How the independent education sector can safeguard against cyber crime

Martin Taylor, head of commercial at Endsleigh, says independent schools are high on the list of targets for cyber criminals – but you can stay one step ahead

With sensitive pupil data on file, as well as the financial details of fee-paying parents and guardians, cyber crime is now one of the fastest-growing risks to independent schools. How then, can independent schools stay one step ahead of cyber criminals?

Increasingly identified as ‘easy pickings’ for cyber criminals, the number of attacks on independent schools has sharply risen in recent years.

Given the sensitive pupil information that schools are privy to, the issues of cyber security and safeguarding are inextricably linked. Whilst safeguarding is a well-established function of school governance, the notion of a specific role in cyber security is relatively new.

One school governor, who has spoken with Endsleigh, stated that 15 years ago schools underestimated the potential impact of social media and were slow to equip themselves to use it. The same can now be said for the way schools are responding to cyber crime.

School bursars are often given the task of procuring cyber security systems, however, without specialist knowledge or enough time to investigate the market, it can easily be given lower priority.

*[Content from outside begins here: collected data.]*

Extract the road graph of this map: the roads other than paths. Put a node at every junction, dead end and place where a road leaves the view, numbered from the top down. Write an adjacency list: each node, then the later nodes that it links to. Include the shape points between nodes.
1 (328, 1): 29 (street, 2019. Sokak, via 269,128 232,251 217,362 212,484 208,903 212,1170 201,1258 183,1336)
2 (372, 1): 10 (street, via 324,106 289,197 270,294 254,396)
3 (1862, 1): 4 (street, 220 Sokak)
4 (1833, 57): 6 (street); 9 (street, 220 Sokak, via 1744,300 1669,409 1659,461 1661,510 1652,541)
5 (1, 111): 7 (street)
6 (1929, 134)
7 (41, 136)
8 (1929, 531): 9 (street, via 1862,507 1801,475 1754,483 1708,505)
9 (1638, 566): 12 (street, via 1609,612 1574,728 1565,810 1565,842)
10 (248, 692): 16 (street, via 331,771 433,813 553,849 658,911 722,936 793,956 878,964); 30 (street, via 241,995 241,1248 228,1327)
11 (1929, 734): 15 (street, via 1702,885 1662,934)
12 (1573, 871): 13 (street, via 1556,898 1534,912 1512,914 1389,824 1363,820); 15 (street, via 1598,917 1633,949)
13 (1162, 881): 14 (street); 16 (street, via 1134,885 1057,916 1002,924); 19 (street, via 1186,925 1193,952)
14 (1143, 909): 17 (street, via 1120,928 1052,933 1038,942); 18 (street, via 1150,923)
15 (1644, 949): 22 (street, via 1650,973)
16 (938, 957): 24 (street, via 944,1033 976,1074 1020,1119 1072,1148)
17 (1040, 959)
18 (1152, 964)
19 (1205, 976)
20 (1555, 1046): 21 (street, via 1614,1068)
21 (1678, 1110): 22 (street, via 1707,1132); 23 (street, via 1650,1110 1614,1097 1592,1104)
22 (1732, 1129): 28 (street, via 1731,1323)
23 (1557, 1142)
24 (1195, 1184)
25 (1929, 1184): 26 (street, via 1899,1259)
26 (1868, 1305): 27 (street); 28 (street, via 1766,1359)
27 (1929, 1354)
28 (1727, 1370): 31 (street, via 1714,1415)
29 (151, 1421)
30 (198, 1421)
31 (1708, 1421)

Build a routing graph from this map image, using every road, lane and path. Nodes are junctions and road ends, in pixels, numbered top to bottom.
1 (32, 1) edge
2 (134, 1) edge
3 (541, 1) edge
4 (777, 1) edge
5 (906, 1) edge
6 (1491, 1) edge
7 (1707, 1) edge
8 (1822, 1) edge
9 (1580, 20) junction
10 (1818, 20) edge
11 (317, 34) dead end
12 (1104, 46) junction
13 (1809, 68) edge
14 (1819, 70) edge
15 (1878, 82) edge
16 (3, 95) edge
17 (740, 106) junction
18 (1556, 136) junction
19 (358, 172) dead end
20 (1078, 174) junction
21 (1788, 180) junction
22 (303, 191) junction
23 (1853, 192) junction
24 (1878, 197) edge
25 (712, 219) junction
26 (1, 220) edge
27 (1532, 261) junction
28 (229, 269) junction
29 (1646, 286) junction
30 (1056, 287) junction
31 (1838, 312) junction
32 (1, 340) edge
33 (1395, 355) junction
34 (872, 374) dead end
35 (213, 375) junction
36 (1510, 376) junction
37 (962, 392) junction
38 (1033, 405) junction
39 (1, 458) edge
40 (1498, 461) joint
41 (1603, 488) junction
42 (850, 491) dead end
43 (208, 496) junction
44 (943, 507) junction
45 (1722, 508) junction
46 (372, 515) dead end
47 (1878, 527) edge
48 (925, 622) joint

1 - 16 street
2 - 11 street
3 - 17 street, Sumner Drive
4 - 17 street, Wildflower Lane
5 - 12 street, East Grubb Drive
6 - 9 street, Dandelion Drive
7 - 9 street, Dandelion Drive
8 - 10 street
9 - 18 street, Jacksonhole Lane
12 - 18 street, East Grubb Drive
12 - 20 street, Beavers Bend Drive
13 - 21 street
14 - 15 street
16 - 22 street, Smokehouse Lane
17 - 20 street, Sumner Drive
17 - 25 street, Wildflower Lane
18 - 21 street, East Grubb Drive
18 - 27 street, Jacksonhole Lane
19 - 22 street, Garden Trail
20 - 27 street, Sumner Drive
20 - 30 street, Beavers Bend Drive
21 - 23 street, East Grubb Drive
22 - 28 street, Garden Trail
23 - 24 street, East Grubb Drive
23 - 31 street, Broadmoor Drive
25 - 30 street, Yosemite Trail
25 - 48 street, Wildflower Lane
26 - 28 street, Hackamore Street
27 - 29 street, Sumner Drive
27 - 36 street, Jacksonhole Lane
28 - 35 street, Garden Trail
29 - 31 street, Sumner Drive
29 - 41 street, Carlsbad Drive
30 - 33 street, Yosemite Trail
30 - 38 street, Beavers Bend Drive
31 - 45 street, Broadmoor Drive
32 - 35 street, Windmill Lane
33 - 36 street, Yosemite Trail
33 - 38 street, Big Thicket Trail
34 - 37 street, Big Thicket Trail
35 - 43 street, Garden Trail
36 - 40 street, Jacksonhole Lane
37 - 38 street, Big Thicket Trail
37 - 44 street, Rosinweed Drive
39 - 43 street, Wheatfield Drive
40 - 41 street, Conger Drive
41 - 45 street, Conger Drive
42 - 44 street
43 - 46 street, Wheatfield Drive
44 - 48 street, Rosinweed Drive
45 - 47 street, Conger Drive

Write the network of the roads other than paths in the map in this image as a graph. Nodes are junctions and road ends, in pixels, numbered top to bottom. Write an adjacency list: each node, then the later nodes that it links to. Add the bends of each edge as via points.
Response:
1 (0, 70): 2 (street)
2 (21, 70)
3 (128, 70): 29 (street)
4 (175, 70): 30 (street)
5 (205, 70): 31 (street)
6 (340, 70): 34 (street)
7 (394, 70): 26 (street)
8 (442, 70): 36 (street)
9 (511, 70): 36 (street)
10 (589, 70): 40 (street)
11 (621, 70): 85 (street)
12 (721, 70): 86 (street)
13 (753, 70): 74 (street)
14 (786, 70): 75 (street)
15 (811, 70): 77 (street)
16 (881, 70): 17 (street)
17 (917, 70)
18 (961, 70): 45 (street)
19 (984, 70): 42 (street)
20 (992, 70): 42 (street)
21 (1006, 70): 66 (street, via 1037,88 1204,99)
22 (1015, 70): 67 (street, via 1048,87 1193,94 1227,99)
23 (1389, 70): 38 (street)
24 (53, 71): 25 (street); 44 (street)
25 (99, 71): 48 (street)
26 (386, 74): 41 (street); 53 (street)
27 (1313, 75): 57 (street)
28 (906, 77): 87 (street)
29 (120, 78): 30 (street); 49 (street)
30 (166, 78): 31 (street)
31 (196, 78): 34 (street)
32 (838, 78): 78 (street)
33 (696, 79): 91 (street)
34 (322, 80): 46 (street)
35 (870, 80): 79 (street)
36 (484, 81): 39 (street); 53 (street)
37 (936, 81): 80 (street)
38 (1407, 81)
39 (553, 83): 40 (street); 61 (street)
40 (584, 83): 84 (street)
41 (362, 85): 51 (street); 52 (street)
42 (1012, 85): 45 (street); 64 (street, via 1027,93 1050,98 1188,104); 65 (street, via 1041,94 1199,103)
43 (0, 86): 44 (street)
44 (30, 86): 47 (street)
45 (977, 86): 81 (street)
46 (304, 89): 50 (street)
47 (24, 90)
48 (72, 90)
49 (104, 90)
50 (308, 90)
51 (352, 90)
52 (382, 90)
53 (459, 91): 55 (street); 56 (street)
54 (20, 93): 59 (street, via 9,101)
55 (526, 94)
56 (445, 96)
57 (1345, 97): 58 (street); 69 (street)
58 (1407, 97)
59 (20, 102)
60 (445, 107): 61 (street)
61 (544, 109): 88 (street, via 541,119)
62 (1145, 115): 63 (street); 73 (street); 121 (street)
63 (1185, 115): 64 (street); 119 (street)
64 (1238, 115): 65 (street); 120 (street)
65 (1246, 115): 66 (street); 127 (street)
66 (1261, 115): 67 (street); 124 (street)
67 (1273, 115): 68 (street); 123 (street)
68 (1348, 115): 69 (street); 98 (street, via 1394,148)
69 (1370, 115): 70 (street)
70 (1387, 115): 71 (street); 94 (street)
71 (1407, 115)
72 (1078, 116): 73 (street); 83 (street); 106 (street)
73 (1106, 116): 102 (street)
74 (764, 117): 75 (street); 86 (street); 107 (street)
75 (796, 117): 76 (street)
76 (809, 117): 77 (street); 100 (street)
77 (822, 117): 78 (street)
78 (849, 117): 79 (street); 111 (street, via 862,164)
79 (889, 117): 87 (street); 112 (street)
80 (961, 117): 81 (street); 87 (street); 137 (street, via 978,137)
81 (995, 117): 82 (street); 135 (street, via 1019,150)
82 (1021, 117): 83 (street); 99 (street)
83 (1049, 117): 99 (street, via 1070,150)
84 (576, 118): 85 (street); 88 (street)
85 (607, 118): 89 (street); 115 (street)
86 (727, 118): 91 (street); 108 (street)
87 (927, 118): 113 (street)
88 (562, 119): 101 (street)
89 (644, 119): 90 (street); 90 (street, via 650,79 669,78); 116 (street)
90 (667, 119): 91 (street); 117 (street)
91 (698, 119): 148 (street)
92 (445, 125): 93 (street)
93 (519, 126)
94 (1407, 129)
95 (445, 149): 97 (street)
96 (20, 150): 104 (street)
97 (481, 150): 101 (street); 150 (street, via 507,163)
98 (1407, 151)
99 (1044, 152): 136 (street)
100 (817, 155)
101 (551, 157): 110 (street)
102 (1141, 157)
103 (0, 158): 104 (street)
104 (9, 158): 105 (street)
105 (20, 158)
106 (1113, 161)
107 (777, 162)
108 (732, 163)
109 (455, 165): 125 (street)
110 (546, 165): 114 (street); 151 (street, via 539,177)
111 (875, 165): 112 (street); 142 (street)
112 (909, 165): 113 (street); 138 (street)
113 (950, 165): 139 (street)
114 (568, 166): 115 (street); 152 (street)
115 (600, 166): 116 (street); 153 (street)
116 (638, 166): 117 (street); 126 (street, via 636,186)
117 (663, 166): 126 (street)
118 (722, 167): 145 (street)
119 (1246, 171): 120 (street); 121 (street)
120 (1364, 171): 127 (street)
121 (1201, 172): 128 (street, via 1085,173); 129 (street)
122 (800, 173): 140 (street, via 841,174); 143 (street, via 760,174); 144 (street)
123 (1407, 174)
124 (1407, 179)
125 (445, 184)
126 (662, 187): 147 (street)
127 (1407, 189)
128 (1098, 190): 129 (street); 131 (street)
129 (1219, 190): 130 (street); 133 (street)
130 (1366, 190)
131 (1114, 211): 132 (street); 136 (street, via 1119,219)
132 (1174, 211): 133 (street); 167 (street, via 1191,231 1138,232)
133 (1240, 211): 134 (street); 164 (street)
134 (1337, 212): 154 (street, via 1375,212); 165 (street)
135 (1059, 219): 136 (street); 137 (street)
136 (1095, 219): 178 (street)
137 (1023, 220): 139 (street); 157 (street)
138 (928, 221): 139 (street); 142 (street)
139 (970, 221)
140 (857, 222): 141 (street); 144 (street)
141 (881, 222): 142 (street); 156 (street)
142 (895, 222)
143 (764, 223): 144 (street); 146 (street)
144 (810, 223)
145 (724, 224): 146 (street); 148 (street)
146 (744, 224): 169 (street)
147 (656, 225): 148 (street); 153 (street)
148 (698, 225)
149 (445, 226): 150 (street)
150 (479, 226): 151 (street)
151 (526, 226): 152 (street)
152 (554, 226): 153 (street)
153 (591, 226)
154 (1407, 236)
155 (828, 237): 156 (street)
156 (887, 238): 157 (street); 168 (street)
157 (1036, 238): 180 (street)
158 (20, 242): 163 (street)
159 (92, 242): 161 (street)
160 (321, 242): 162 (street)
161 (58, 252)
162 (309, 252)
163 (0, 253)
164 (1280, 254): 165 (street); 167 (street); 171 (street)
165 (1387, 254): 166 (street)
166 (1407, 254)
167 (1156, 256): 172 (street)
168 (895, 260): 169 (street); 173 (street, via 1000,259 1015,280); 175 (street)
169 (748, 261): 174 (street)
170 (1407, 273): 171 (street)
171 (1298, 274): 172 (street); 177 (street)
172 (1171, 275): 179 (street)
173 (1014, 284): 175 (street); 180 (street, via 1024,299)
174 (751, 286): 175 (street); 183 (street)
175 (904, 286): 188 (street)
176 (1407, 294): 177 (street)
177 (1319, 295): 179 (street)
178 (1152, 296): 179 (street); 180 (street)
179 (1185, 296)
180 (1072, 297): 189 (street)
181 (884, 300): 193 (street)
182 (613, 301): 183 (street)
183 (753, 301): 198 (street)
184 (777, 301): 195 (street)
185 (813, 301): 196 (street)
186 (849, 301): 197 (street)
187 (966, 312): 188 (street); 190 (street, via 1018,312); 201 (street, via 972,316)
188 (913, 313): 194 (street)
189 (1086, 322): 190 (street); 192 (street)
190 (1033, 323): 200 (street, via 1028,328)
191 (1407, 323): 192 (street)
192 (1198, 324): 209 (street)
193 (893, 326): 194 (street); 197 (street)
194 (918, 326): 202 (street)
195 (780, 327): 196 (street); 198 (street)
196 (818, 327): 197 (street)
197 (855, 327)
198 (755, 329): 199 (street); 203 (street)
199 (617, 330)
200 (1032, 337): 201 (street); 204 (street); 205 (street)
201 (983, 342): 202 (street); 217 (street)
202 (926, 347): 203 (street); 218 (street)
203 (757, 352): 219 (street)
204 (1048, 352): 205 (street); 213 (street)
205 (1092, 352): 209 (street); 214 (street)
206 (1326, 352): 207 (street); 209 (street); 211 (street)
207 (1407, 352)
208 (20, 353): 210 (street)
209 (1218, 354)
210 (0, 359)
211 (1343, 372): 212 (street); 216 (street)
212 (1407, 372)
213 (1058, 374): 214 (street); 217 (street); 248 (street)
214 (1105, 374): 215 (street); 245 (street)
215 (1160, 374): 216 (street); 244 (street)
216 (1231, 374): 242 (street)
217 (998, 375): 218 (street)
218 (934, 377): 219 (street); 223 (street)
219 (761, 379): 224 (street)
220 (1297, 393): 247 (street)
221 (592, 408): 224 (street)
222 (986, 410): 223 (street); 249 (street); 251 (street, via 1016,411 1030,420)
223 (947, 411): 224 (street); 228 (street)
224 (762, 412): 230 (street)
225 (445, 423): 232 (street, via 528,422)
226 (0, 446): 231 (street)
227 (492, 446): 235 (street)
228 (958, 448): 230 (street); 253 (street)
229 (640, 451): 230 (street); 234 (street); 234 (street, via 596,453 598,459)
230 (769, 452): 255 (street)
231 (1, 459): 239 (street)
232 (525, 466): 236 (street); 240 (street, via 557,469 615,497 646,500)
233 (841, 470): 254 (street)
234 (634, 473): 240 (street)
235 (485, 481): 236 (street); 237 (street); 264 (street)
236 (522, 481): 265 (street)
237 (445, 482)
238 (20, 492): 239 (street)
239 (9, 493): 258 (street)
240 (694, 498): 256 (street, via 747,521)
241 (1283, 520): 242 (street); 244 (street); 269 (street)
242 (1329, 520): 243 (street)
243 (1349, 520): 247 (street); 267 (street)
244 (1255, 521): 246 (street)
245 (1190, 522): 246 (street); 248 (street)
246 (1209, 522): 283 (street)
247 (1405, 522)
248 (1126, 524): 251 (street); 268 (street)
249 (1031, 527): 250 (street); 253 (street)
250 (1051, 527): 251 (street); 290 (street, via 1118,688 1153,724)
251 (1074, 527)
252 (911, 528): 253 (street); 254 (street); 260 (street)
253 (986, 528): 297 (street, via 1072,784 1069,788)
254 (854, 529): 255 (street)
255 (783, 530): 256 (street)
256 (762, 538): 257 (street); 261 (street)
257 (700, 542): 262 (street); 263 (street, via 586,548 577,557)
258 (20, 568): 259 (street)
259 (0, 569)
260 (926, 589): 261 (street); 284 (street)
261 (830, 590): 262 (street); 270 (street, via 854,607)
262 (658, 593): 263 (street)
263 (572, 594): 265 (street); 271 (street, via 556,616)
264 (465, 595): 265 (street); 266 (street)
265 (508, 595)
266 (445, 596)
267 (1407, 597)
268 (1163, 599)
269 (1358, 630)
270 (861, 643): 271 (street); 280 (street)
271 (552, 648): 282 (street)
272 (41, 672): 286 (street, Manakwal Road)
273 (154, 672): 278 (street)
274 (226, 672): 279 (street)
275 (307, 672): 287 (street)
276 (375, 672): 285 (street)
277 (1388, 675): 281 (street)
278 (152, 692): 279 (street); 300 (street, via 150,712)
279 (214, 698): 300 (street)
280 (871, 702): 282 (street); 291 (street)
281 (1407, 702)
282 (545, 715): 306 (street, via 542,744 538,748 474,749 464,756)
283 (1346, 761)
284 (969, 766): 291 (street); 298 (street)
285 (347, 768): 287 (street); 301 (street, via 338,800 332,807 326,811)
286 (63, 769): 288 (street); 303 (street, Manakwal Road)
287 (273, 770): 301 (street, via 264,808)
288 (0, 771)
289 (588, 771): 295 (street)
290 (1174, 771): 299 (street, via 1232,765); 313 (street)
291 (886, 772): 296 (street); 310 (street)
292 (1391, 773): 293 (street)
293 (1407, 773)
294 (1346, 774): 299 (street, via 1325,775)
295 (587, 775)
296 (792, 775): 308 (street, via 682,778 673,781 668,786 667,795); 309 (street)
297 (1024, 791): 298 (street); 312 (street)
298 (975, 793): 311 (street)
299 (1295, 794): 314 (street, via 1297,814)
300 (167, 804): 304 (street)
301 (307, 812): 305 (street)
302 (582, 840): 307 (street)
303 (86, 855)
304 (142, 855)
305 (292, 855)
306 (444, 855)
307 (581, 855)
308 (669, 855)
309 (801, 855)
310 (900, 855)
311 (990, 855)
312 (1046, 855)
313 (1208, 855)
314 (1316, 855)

Increasingly identified as ‘easy pickings’ for cyber criminals, the number of attacks on independent schools has sharply risen in recent years

Yet, the problem will not go away; with independent schools likely to remain high on the list of targets for cyber criminals. It is critical, therefore, that the vulnerability is acknowledged, future responsibility is clearly appointed and appropriate resources are provided.

Facing facts

What, then, are the major cyber security risks independent schools should be planning for?

● Phishing attacks: where hackers break into a school’s IT system and, for example, contact parents with false payment details when fees are due. Unsuspecting parents duly accept the new information, with the hackers quick to close down accounts once any payments have been made.

● Ransomware: here, hackers gain access to sensitive data – such as pupil records, parents’ financial information, or even CCTV footage – and demand huge sums of money to relinquish the data, often with no guarantee of return once payments have been made.

● Other threats include the permanent deletion of digital files, ranging from educational resources through to the aforementioned sensitive data.

Any of these occurrences can easily result in significant, and long-term, reputational damage for a school, not to mention the potential loss of income if worried parents decide to move children elsewhere.

How to stay one step ahead

 Staff should be trained in basic cyber security principles to ensure they understand why certain protocols must be undertaken when it comes to data protection, and how to spot potential breaches.

 Either a cyber security governor, or a senior member of staff should also be appointed to ensure best practice is maintained, with a clear reporting process identified to flag any concerns or potential breaches.

 Protection software should be regularly updated and installed on all operating devices. Be sure to update all devices when prompted, and regularly check for operating system upgrades.

● Wi-Fi networks should also be made secure, and adequate firewalls used for all internet connections. Passwords should be regularly changed. Most importantly, ensure your school has a dedicated cyber liability insurance policy.

Not only does a policy typically cover loss of income related to a cyber attack, but it can also cover the cost of third-party experts should they be required, such as a forensic investigator or ransom negotiator. As such it should be a fundamental part of a proactive cyber resilience strategy.